達観していく

f:id:gallerynakano:20200421235359j:plain


「やきもちを妬く」という言葉は、自分より上手くできる人のことを、勝手に妬んでしまう心模様。ただ感情的になって未熟な心に流され、引きずり降ろそうとしたり、揚げ足を取ろうとする心理状態のことを言う。本来なら自分と相手を比較して、相手の方が優れていれば、自分も負けずにやろうと奮い立ち、なお一層の努力に取り組めるはず。自分の実力を素直な心で見つめて、どうやって頑張ればいいのかを追究することだ。そうすれば、無駄に高いプライドを捨て去って、裸になって一から挑戦していくことができる。だからやきもち妬きのままでは向上していくことができない。誰かを蹴落としたところで、必ず自分の方がその上に行く保証はない。ひがむ気持ちをリバウンドさせて、自分自身の魅力を磨く力にすることが大切だ。

ところで、美術の世界は自分が思っている通りに、なかなか自由に創作できないもの。
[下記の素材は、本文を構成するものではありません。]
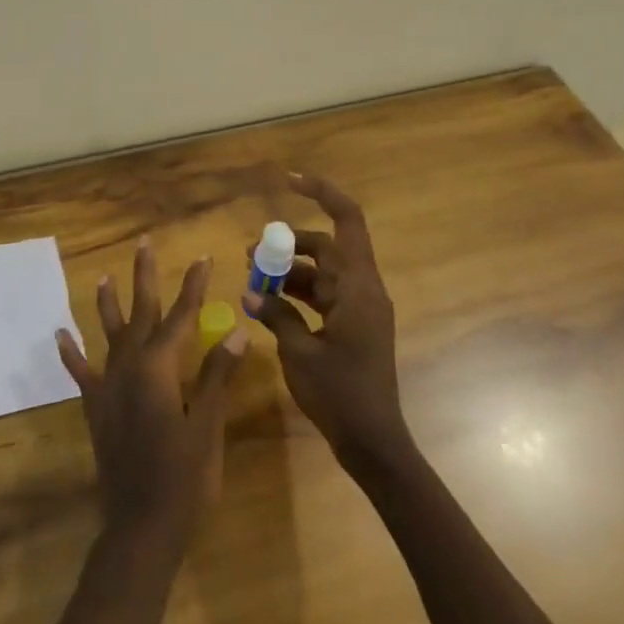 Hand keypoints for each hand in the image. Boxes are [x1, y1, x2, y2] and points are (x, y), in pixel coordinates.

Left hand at [57, 240, 248, 542]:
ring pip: (108, 335)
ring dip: (108, 305)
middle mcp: (129, 367)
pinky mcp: (95, 408)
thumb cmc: (184, 478)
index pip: (182, 316)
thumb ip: (216, 375)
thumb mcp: (207, 425)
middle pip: (140, 313)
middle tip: (144, 243)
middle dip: (144, 277)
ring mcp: (108, 387)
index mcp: (159, 368)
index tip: (203, 257)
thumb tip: (236, 329)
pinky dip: (71, 354)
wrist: (141, 527)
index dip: (194, 287)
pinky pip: (81, 373)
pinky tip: (61, 335)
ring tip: (105, 277)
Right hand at [244, 173, 409, 466]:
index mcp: (358, 287)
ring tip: (252, 279)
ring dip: (289, 271)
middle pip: (326, 247)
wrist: (374, 443)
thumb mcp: (299, 352)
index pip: (347, 220)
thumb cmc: (340, 394)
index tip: (290, 180)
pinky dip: (297, 293)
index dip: (322, 192)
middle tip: (251, 254)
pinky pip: (323, 295)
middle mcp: (363, 290)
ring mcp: (360, 309)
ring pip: (322, 271)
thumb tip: (250, 294)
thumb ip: (276, 315)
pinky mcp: (354, 326)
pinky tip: (268, 303)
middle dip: (288, 245)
表現力や技術力、色彩のセンスなどが厳しく問われるため、そう簡単には評価してもらえない。積極的に取り組んでいたことが空回りして、行き場のないフラストレーションから、やきもちを妬くような気持ちになりやすい。しかし、美術の世界というものは公正さが保たれている。美術は自分らしい個性を究めていくもの。古今東西にいる美術家たちとの戦いではない。周囲にいる人たちを引きずり下ろしても何の意味もない。それよりも自分の世界を少しでも大きくなるようにした方がいい。やきもちを妬く暇があったら、自分を向上させることに集中しよう。人は足らないことがあるから成長することを楽しめる生きもの。すぐに理想へ行けないから人生のドラマを満喫できる。妬むことは誰にでもできる。それを乗り越えて独創性の高い世界を求めていきましょう!